- Required action:
Copy out, from the data below, each line in which the word "Pretoria" occurs.

### Data to examine ###

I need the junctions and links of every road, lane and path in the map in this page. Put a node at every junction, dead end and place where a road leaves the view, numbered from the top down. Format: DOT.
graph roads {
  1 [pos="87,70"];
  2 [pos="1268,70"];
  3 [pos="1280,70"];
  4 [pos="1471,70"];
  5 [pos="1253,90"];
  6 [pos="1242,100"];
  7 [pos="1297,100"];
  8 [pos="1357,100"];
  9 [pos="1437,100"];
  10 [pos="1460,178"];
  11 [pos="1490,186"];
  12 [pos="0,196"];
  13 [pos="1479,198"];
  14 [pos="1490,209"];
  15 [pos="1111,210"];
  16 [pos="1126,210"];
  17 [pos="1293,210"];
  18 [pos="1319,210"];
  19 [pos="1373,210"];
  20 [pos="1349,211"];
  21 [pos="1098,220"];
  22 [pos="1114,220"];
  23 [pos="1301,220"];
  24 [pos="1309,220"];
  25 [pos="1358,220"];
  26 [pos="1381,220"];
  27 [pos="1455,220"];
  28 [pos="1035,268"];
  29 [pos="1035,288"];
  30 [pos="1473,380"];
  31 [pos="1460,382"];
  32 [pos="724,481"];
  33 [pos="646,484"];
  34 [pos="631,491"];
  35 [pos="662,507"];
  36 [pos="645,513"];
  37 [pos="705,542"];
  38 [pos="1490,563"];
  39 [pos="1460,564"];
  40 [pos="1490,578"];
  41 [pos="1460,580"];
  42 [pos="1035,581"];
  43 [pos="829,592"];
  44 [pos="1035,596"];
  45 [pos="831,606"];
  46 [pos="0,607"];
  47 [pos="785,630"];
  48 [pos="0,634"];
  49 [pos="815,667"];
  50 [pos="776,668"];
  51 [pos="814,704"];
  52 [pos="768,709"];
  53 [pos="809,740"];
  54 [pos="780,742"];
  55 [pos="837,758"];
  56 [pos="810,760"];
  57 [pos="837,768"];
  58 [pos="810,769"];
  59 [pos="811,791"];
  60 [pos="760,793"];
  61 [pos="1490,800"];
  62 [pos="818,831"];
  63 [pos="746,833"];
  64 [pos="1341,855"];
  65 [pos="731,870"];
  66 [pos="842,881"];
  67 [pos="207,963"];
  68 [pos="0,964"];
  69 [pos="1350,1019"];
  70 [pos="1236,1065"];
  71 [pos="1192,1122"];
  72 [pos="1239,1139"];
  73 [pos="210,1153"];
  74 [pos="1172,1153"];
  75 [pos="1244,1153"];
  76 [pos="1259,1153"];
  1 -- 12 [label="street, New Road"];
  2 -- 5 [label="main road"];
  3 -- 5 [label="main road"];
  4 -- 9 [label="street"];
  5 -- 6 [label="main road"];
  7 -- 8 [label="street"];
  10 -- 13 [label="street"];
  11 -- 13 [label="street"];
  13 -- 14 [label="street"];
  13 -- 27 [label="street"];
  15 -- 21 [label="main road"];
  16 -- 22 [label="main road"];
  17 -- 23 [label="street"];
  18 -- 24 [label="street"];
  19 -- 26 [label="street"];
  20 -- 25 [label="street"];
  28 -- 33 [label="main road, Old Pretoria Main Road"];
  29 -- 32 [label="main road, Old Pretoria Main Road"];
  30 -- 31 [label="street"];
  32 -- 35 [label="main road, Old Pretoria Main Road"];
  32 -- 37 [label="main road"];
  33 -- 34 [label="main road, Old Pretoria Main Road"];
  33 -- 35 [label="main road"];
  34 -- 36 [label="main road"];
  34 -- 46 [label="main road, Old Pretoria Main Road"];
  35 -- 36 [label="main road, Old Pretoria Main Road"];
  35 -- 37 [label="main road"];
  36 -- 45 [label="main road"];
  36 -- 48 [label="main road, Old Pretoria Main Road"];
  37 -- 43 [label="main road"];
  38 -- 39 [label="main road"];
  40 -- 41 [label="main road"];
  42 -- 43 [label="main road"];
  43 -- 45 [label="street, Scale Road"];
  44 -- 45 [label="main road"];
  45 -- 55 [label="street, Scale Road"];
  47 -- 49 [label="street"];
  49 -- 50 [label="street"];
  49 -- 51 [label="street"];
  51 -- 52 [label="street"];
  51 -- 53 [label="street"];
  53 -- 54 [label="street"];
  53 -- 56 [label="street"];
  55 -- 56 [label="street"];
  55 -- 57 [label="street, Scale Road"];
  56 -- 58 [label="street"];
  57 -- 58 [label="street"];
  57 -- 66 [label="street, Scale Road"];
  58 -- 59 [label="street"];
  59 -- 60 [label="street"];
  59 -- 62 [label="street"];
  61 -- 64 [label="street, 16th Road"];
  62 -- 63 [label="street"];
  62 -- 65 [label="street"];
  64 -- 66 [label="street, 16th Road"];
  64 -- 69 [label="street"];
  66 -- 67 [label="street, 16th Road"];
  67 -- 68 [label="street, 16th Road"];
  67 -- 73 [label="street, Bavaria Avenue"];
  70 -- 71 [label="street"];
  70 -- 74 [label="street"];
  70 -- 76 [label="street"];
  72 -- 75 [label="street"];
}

###

- Written solution:
  28 -- 33 [label="main road, Old Pretoria Main Road"];
  29 -- 32 [label="main road, Old Pretoria Main Road"];
  32 -- 35 [label="main road, Old Pretoria Main Road"];
  33 -- 34 [label="main road, Old Pretoria Main Road"];
  34 -- 46 [label="main road, Old Pretoria Main Road"];
  35 -- 36 [label="main road, Old Pretoria Main Road"];
  36 -- 48 [label="main road, Old Pretoria Main Road"];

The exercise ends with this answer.